'How to exclude a repository from Cross Repo policies?

Cross repo policies in Azure DevOps are an improvement but currently they are a hammer and not a scalpel.

I am the Azure DevOps Administrator for my organisation and I have a request from a team building an IOS application with CocoaPods to allow pushing to master branch of a repository that holds the PodSpecs.

This is apparently how CocoaPods works and it is something they say they can't control through feature branches and pull requests.

While there is a pull request to CocoaPods to remove this ridiculous limitation, in the meantime I appear to be forced to remove protection from all master branches for all repos in the project cause there seems to be no way currently to specify:

Apply branch restrictions to the master branch of all current and future repositories in the project EXCEPT the repository named 'XYZ'

Does anyone out there know if I am reading this right or maybe has a solution?

Thank you.



Solution 1:[1]

It's not ideal but the best way to complete this currently seems to be allowing certain groups or users to bypass policies when pushing for the repo you want to exclude.

Solution 2:[2]

One way that works for specific repositories is to adjust this in the Security tab of the repository

Typically the Bypass policies when pushing has the value Not Set which means the cross-repo policy doesn't apply.

If you change the change this to Allow for say Contributors, then the developers can push changes directly to master.

Repository Security Tab

Solution 3:[3]

Cross Repo policies is designed to create policies which apply to all the repositories in the project, However, you can create a branch policy for each specific branch of a repository in azure devops.

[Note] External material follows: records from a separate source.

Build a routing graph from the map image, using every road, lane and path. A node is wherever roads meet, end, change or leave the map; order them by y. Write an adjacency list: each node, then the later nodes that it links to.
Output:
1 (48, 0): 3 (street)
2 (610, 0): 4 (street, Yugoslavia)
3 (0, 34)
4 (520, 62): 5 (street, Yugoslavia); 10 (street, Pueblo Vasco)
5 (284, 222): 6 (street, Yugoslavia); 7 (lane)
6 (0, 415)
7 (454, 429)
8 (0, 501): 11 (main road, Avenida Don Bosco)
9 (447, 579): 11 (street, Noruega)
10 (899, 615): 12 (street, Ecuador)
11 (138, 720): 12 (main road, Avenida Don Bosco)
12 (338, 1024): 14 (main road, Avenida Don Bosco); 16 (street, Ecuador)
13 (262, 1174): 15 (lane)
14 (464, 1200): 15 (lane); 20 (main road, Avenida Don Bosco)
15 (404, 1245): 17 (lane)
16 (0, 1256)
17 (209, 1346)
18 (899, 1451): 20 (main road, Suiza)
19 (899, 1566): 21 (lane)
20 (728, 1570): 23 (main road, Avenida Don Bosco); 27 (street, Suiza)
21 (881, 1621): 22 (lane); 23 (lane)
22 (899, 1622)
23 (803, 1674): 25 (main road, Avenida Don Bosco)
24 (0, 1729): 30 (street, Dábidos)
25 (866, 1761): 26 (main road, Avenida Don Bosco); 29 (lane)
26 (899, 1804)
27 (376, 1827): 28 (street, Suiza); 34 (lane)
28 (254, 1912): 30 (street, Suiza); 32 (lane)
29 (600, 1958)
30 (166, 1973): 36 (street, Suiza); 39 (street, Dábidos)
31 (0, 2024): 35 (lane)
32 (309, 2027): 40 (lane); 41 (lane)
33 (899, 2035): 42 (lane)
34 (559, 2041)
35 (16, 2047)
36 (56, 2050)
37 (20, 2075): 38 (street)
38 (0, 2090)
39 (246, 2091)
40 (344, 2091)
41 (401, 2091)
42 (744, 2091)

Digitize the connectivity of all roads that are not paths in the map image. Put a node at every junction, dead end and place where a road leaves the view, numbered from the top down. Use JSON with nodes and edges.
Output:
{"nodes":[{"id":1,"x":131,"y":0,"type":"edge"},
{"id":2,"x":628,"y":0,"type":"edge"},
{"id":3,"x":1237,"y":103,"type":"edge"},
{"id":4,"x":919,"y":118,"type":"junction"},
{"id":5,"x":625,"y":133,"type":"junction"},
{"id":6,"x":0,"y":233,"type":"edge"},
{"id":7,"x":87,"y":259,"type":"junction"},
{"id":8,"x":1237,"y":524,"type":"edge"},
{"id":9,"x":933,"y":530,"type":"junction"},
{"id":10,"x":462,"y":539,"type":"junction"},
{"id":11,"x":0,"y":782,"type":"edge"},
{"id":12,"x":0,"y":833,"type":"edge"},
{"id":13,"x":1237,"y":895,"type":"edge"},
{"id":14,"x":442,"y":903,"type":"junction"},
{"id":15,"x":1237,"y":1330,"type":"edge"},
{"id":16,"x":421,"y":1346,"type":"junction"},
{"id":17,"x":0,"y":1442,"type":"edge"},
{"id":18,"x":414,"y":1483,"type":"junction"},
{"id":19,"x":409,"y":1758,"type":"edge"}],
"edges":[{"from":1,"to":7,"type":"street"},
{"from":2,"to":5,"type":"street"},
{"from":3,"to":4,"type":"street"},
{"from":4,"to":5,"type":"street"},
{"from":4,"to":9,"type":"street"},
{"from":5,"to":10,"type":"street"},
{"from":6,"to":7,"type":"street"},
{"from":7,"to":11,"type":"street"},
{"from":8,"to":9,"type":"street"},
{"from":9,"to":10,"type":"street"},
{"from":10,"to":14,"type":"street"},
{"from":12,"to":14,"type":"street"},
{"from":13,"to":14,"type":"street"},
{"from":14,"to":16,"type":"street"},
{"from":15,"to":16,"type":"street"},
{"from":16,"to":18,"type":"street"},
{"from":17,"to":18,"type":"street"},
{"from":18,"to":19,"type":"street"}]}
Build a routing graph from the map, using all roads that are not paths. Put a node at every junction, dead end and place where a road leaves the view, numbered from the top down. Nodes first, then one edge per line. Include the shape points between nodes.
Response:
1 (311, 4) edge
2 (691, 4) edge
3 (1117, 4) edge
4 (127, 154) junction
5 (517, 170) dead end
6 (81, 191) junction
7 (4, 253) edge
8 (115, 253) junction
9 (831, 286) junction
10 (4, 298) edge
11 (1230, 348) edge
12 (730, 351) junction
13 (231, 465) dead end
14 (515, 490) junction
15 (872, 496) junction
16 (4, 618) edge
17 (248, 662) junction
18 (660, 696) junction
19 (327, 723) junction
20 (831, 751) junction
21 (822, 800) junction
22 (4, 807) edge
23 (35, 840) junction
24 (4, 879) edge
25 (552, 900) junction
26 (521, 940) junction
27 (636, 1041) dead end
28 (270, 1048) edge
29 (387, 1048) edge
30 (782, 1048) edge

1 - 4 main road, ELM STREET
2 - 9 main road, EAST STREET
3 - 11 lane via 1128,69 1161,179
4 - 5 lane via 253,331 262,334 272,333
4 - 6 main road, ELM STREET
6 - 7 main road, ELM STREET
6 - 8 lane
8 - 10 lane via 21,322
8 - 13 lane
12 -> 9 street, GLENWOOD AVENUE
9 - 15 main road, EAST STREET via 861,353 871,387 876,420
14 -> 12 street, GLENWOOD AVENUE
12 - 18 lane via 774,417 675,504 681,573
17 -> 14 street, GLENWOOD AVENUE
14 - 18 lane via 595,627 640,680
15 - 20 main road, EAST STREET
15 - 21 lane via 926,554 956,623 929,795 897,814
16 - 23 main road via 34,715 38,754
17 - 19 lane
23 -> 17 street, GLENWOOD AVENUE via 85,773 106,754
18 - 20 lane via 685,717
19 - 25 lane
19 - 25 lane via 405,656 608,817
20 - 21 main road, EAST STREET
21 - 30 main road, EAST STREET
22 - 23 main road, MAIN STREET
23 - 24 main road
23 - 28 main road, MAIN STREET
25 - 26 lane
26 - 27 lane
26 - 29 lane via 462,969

So for your scenario, you can create branch policies for each branch instead of creating the cross repo policies which apply to all the repositories.

You can follow below steps to define a branch policies for a branch.

1, Select Repos > Branches to open the Branches page in the web portal of your project.

2, on the Branches page, click the 3 dots of the selected branch to protect > Select branch policies

enter image description here

3, Then configure your branch polices.

Branch policies created in this way only affect this specific branch for this repository.

For more information please check Improve code quality with branch policies

However you can submit a feature request(Click suggest a feature and choose Azure devops) for supporting repository exception in Cross Repo policies to Microsoft Development team. Hope them will consider it and implement this feature in the future.

Solution 4:[4]

Small tip for everyone who thinks it is the same for wiki repository.

Let's say you have a scenario where in cross repo policies you disable pushing directly to main branch. If you want to still be able to edit wiki pages directly from browser, logically thinking you should go to the repo that is the same name as the project, which is the actual wiki page, you go to security and enable bypass policies while pushing.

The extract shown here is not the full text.